The country also has a number of trade deals as part of CARICOM. It has investment agreements with European countries such as France, Spain, Germany and the UK, as well as the US, Canada and Mexico, and bilateral agreements with South Korea and India. The country has also inked trade agreements with countries in the region, including Cuba, the Dominican Republic, Venezuela, Panama, Colombia, Guatemala, El Salvador and Costa Rica. It also signed an agreement with the UK in April 2019 in anticipation of Brexit.
In September 2019 the Ministry of Trade and Industry launched the T&T Trade Policy (TTTP) 2019-23 with guidance from the WTO and the UN Economic Commission for Latin America and the Caribbean. The TTTP aims to shift towards the export of high-value goods and services, enhance the competitiveness of exports and increase foreign exchange earnings. The framework underlines steps to capture a greater share of CARICOM trade, as well as a greater share within traditional and non-traditional markets. Importantly, it also seeks to diversify exports away from energy and energy-based products. The document estimated the ratio of trade to GDP to be 132%, the ratio of exports to GDP to be 68% and that of imports to GDP to be 64%, highlighting trade’s role as a driver of development, poverty alleviation and job creation.
Despite its reputation for stable politics, cheap energy, an English-speaking population and proximity to the Americas, T&T has struggled to attract foreign investment. Foreign direct investment (FDI) inflows were negative in 2018, at -$436m, up from -$456m the previous year, according to the UN Conference on Trade and Development.

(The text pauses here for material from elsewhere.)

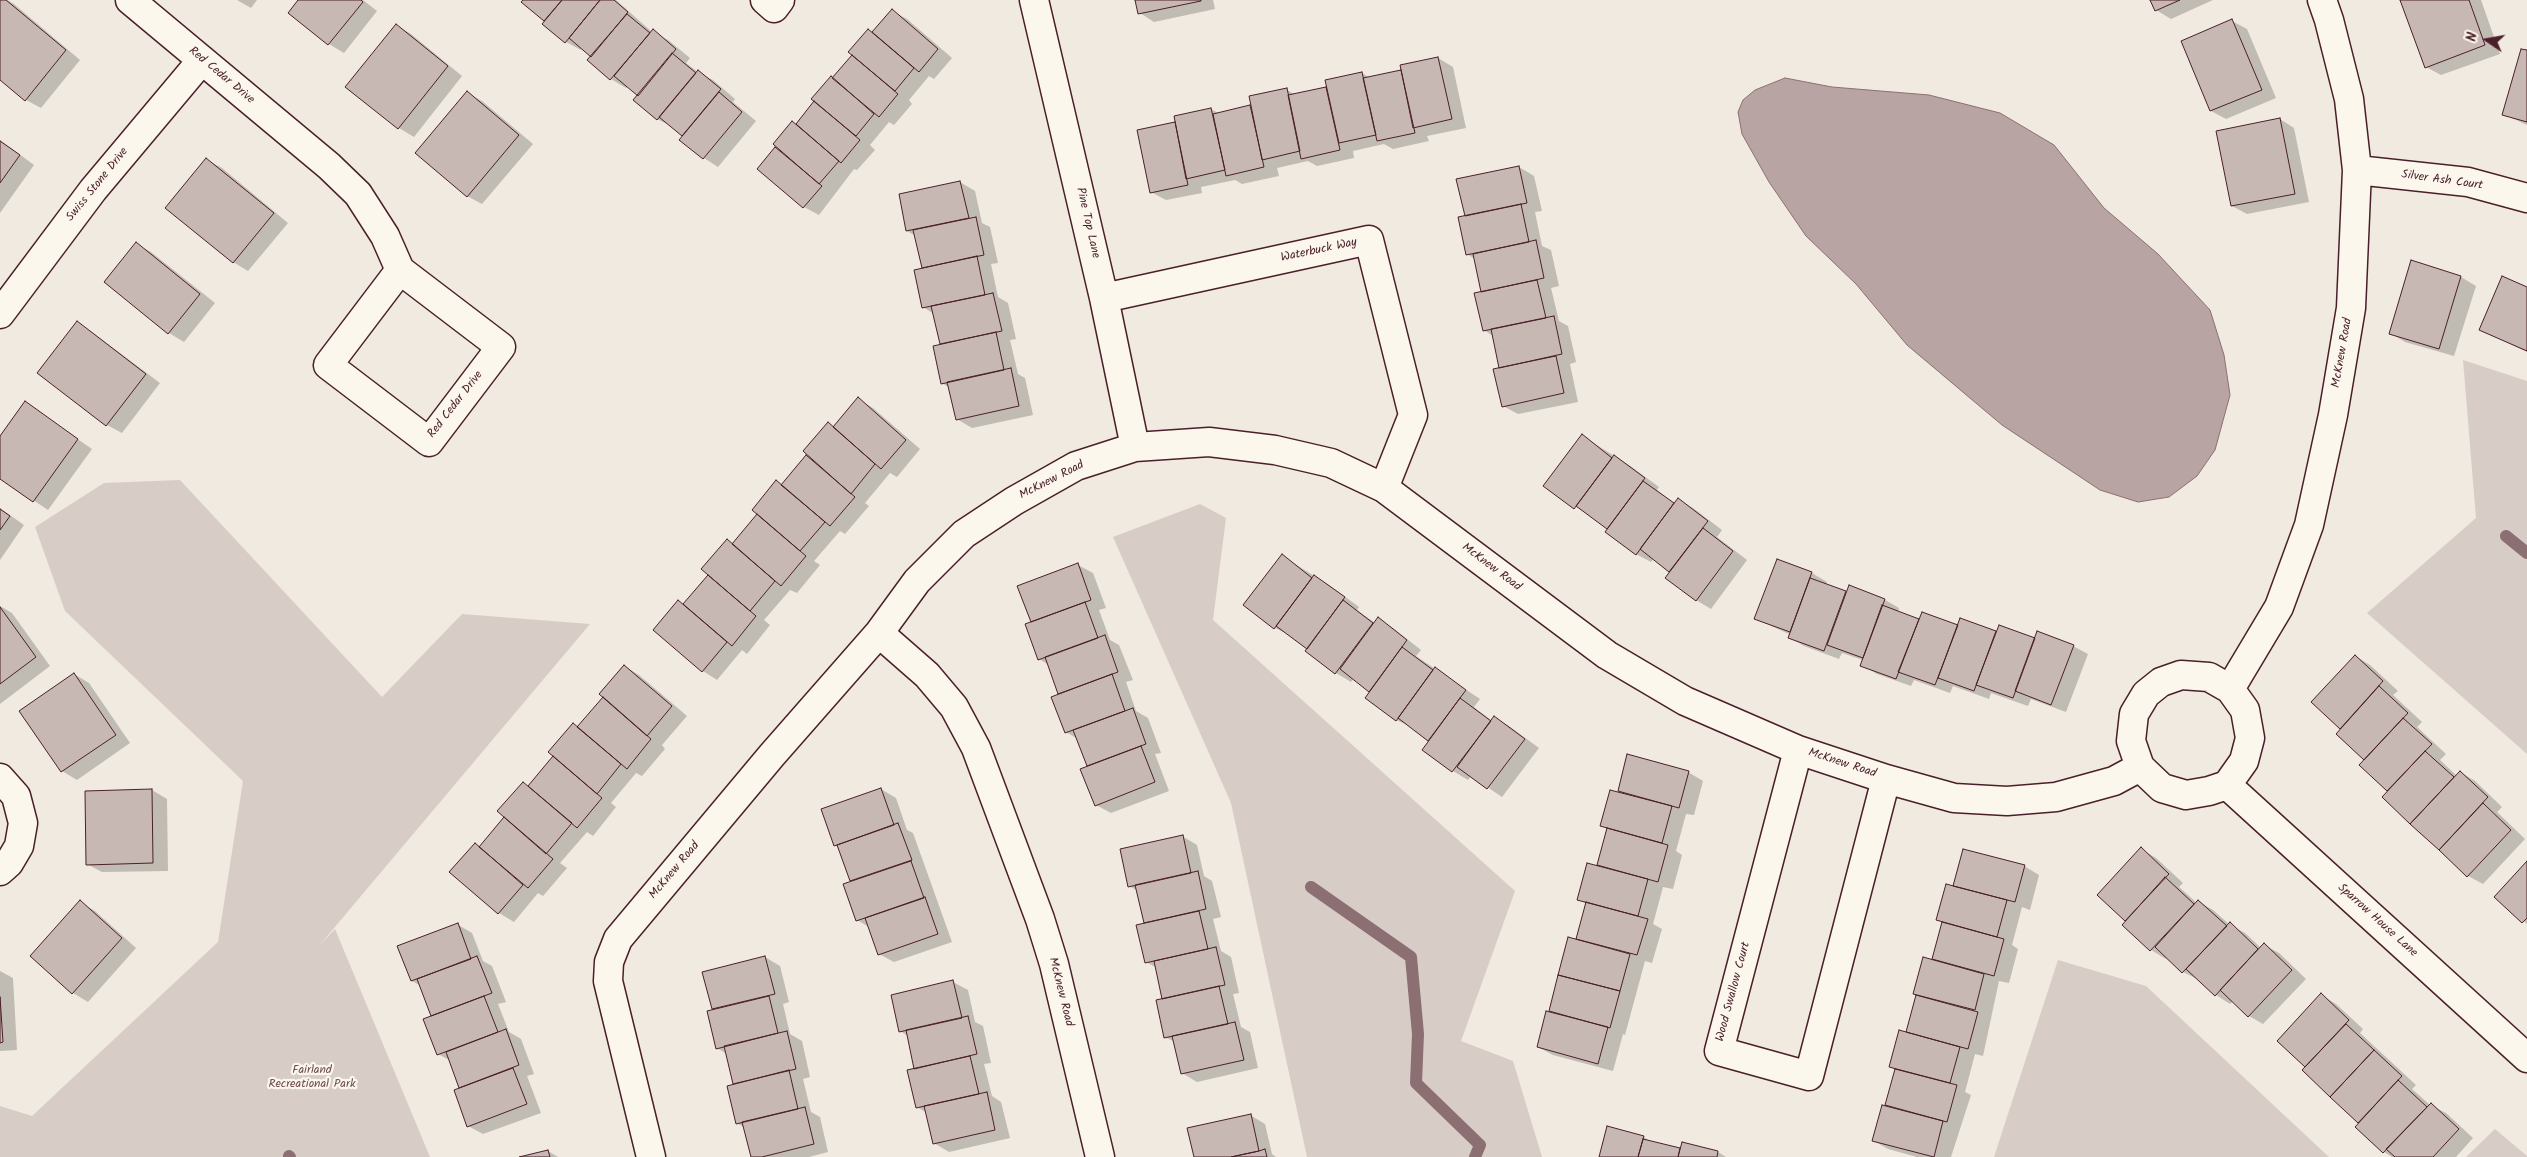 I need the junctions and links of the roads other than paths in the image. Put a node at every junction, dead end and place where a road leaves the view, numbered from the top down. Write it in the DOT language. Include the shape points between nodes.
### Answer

Investors are deterred by difficult weather conditions and sensitivity to commodity price fluctuations.
T&T ranked 105th out of 190 countries in the World Bank’s ease of doing business index, holding steady from 2019. Although the ranking remained the same, the country’s nominal score improved, from 60.8 to 61.3 out of 100. “Enhancing the ease of doing business and bettering the situation for entrepreneurs should be a priority for all parties,” Omar Sultan-Khan, CEO of the T&T International Finance Centre, told OBG. “The government’s efforts should be focused on shortening the time needed to establish a company, making more reliable data available to the business community and improving Customs processes.”
T&T performed well in terms of starting a business, however, scoring 88.6 out of 100 and ranking 79th globally. This puts it ahead of the Latin America and Caribbean average of 79.6. Owing to its hydrocarbons production and low energy costs, it scored well on access to electricity, ranking 43 and scoring 84.3 out of 100. Indeed, it was the best ranked in the region for this category and well above the regional average of 71.7. It scored less favourably for paying taxes (53.5), registering property (46.7) and enforcing contracts (35.6), implying the need to make the country’s regulations and bureaucracy more agile. “The government needs to create an enabling environment to promote the private sector’s role in diversification,” Rocío Medina Bolívar, country representative for the Inter-American Development Bank, told OBG. “For example, the ease of doing business can be improved by simplifying administrative processes and strengthening the electronic single window for trade.”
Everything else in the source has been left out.